People seeking a second career as a teacher have some new options. You can now get qualified through the Virginia Department of Education certified Virginia Commonwealth University (VCU) career switcher program. In addition, Regent University’s online program has now been expanded to include elementary education.
The alternative and faster route to licensure is part of the state’s overall strategy for addressing a teacher shortage. As of 2018, there were 2,844 graduates of alternative teaching programs working in our schools.
“VCU’s Pathways to Teaching career switcher program will provide instruction and support to participants as they navigate the pathway from preparation through induction and into ongoing, school-based learning,” Dean Andrew Daire stated in a release.
VCU’s newly established Pathways to Teaching program has been approved to offer routes to teaching careers in the following areas:
- English as a Second Language PreK-12
- Mathematics and Algebra I (add-on endorsement)
- Science (Biology, Chemistry, Earth Science and Physics)
- History and Social Sciences
- Health and Physical Education PreK-12
- Foreign Languages (French, German and Spanish)

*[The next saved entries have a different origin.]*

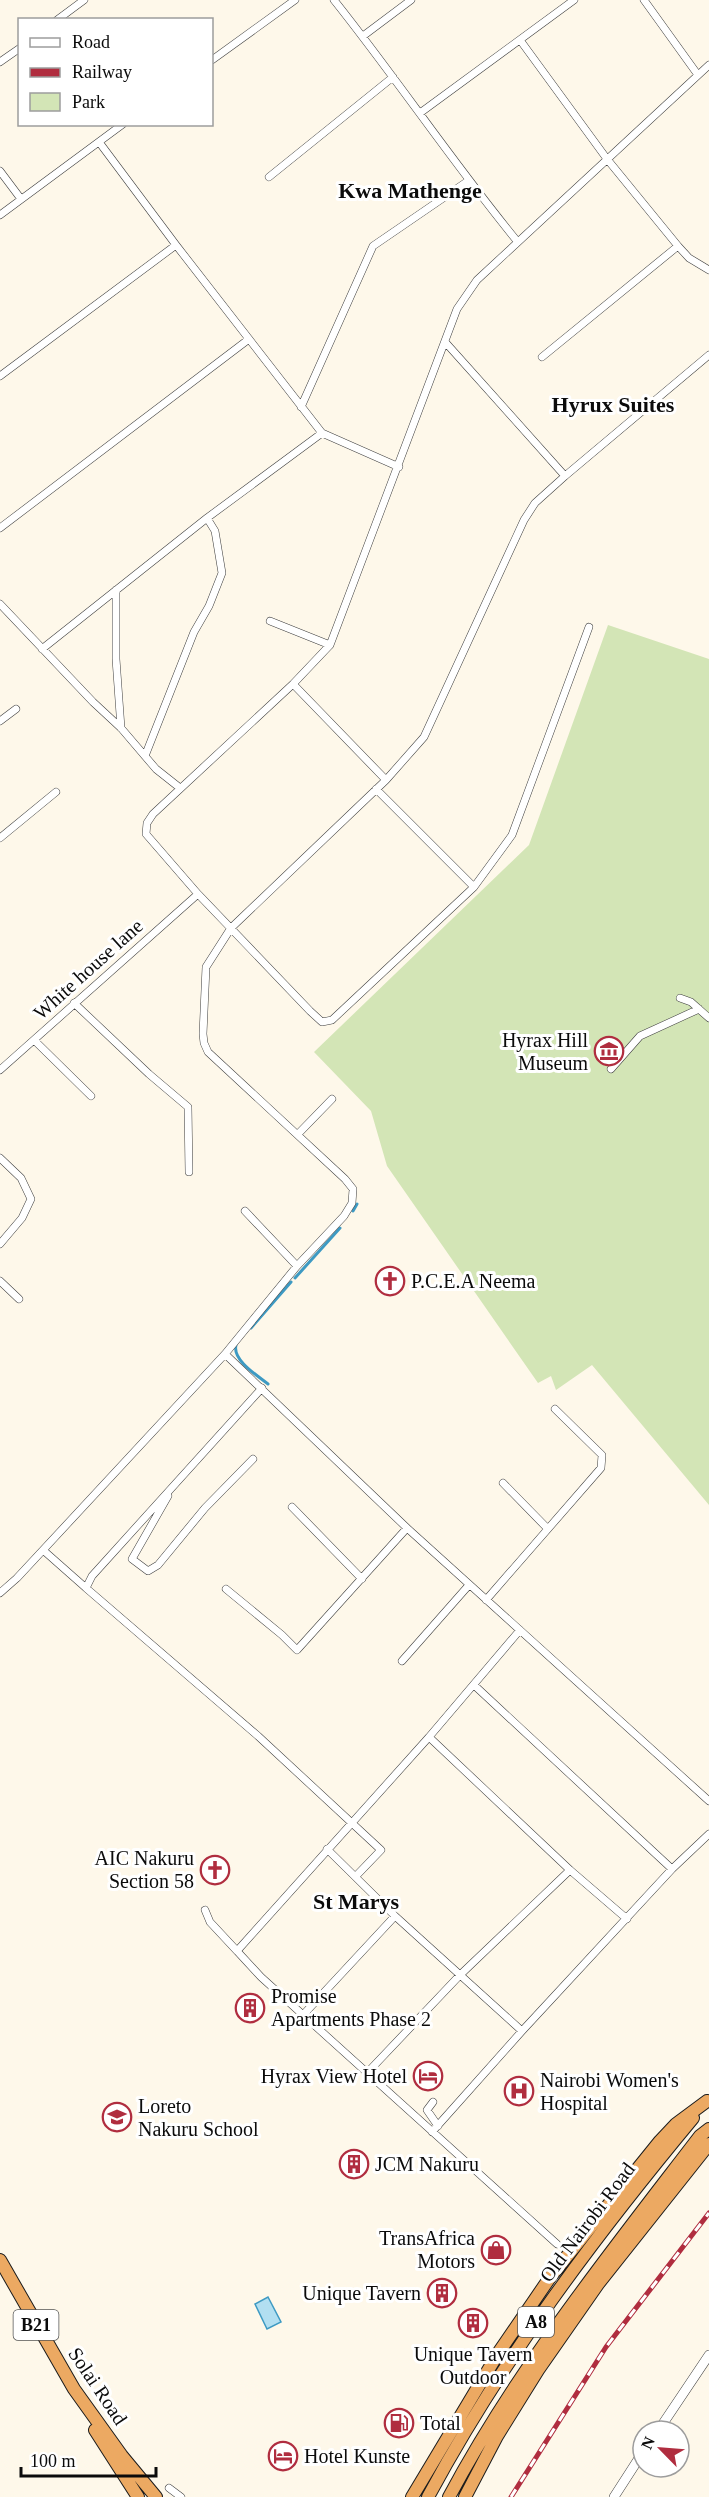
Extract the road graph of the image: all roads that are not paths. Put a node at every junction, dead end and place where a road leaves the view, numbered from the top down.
1 (295, 0) edge
2 (334, 0) edge
3 (411, 0) edge
4 (574, 0) edge
5 (644, 0) edge
6 (79, 1) edge
7 (59, 18) edge
8 (363, 36) junction
9 (520, 40) junction
10 (18, 49) edge
11 (213, 59) edge
12 (0, 62) edge
13 (709, 65) edge
14 (698, 75) junction
15 (393, 77) junction
16 (420, 113) junction
17 (120, 126) edge
18 (99, 142) junction
19 (607, 159) junction
20 (0, 171) edge
21 (269, 177) dead end
22 (468, 181) junction
23 (21, 199) junction
24 (0, 215) edge
25 (518, 241) junction
26 (176, 245) junction
27 (678, 246) junction
28 (709, 270) edge
29 (249, 339) junction
30 (446, 343) junction
31 (709, 355) edge
32 (542, 357) dead end
33 (0, 376) edge
34 (301, 407) junction
35 (322, 433) junction
36 (399, 467) junction
37 (565, 476) junction
38 (207, 518) junction
39 (0, 528) edge
40 (117, 590) junction
41 (0, 604) edge
42 (270, 621) dead end
43 (589, 627) dead end
44 (330, 645) junction
45 (42, 649) junction
46 (293, 684) junction
47 (16, 709) dead end
48 (0, 721) edge
49 (121, 728) junction
50 (145, 756) junction
51 (386, 780) junction
52 (180, 788) junction
53 (376, 789) junction
54 (56, 792) dead end
55 (0, 838) edge
56 (474, 887) junction
57 (198, 894) junction
58 (231, 928) junction
59 (680, 998) dead end
60 (74, 1003) junction
61 (699, 1009) junction
62 (709, 1018) edge
63 (33, 1040) junction
64 (611, 1069) dead end
65 (0, 1070) edge
66 (92, 1096) dead end
67 (332, 1099) dead end
68 (298, 1134) junction
69 (0, 1158) edge
70 (189, 1172) dead end
71 (245, 1210) dead end
72 (0, 1244) edge
73 (297, 1266) junction
74 (0, 1281) edge
75 (19, 1299) dead end
76 (225, 1354) junction
77 (262, 1388) junction
78 (555, 1408) dead end
79 (253, 1459) dead end
80 (175, 1483) junction
81 (503, 1483) dead end
82 (292, 1507) dead end
83 (407, 1528) junction
84 (547, 1528) junction
85 (43, 1550) junction
86 (362, 1579) junction
87 (470, 1585) junction
88 (86, 1588) junction
89 (226, 1589) dead end
90 (0, 1593) edge
91 (486, 1600) junction
92 (520, 1630) junction
93 (402, 1661) dead end
94 (474, 1685) junction
95 (429, 1737) junction
96 (709, 1801) edge
97 (352, 1823) junction
98 (709, 1834) edge
99 (327, 1849) junction
100 (672, 1869) junction
101 (570, 1870) junction
102 (356, 1876) junction
103 (205, 1911) dead end
104 (395, 1916) junction
105 (627, 1919) junction
106 (237, 1951) junction
107 (460, 1976) junction
108 (303, 2015) junction
109 (522, 2031) junction
110 (367, 2073) junction
111 (708, 2100) edge
112 (433, 2102) dead end
113 (438, 2126) junction
114 (709, 2129) edge
115 (432, 2132) junction
116 (709, 2144) edge
117 (557, 2244) dead end
118 (0, 2260) edge
119 (709, 2355) edge
120 (74, 2389) junction
121 (665, 2419) edge
122 (631, 2471) edge
123 (169, 2488) dead end
124 (138, 2497) edge
125 (156, 2497) edge
126 (181, 2497) edge
127 (412, 2497) edge
128 (428, 2497) edge
129 (449, 2497) edge
130 (465, 2497) edge
131 (614, 2497) edge

1 - 11 street
2 - 8 street
3 - 8 street
4 - 9 street
5 - 14 street
6 - 7 street
8 - 15 street
9 - 16 street
9 - 19 street
10 - 12 street
13 - 14 street
14 - 19 street
15 - 16 street
15 - 21 street
16 - 22 street
17 - 18 street
18 - 23 street
18 - 26 street
19 - 25 street
19 - 27 street
20 - 23 street
22 - 25 street
22 - 34 street
23 - 24 street
25 - 30 street
26 - 29 street
26 - 33 street
27 - 28 street
27 - 32 street
29 - 34 street
29 - 39 street
30 - 36 street
30 - 37 street
31 - 37 street
34 - 35 street
35 - 36 street
35 - 38 street
36 - 44 street
37 - 51 street
38 - 40 street
38 - 50 street
40 - 45 street
40 - 49 street
41 - 45 street
42 - 44 street
43 - 56 street
44 - 46 street
45 - 49 street
46 - 51 street
46 - 52 street
47 - 48 street
49 - 50 street
50 - 52 street
51 - 53 street
52 - 57 street
53 - 56 street
53 - 58 street
54 - 55 street
56 - 58 street
57 - 58 street
57 - 60 street, White house lane
58 - 68 street
59 - 61 street
60 - 63 street, White house lane
60 - 70 street
61 - 62 street
61 - 64 street
63 - 65 street, White house lane
63 - 66 street
67 - 68 street
68 - 73 street
69 - 72 street
71 - 73 street
73 - 76 street
74 - 75 street
76 - 77 street
76 - 85 street
77 - 80 street
77 - 83 street
78 - 84 street
79 - 80 street
80 - 88 street
81 - 84 street
82 - 86 street
83 - 86 street
83 - 87 street
84 - 91 street
85 - 88 street
85 - 90 street
86 - 89 street
87 - 91 street
87 - 93 street
88 - 97 street
91 - 92 street
92 - 94 street
92 - 96 street
94 - 95 street
94 - 100 street
95 - 97 street
95 - 101 street
97 - 99 street
97 - 102 street
98 - 100 street
99 - 102 street
99 - 106 street
100 - 105 street
101 - 105 street
101 - 107 street
102 - 104 street
103 - 106 street
104 - 107 street
104 - 108 street
105 - 109 street
106 - 108 street
107 - 109 street
107 - 110 street
108 - 110 street
109 - 113 street
110 - 115 street
111 - 127 highway
111 - 128 highway, Old Nairobi Road / A8
112 - 113 street
113 - 115 street
114 - 129 highway, A8
115 - 117 street
116 - 130 highway
118 - 120 highway, Solai Road / B21
119 - 121 street
120 - 124 highway, B21
120 - 125 highway, Solai Road / B21
122 - 131 street
123 - 126 street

- Career and Technical Education (Business and Information Technology, Marketing Education, Technology Education, and Family and Consumer Sciences)
- Computer Science
The Career Switcher Alternative Route to Licensure Program was established in 1999 to provide retiring military personnel an accelerated route to state licensure, but it was then opened up for any professional to apply.
Prerequisites for acceptance into a career switcher program include a bachelor’s degree from a regionally accredited college or university, completion of course work required for the area of endorsement, at least three years of successful full-time work experience and qualifying scores on professional teachers’ assessments prescribed by the Board of Education.
Those who finish the program — that includes classroom experience — are given a provisional license. After working with a mentor, engaging in some additional training, and being recommended by a school division, graduates can get five-year licenses.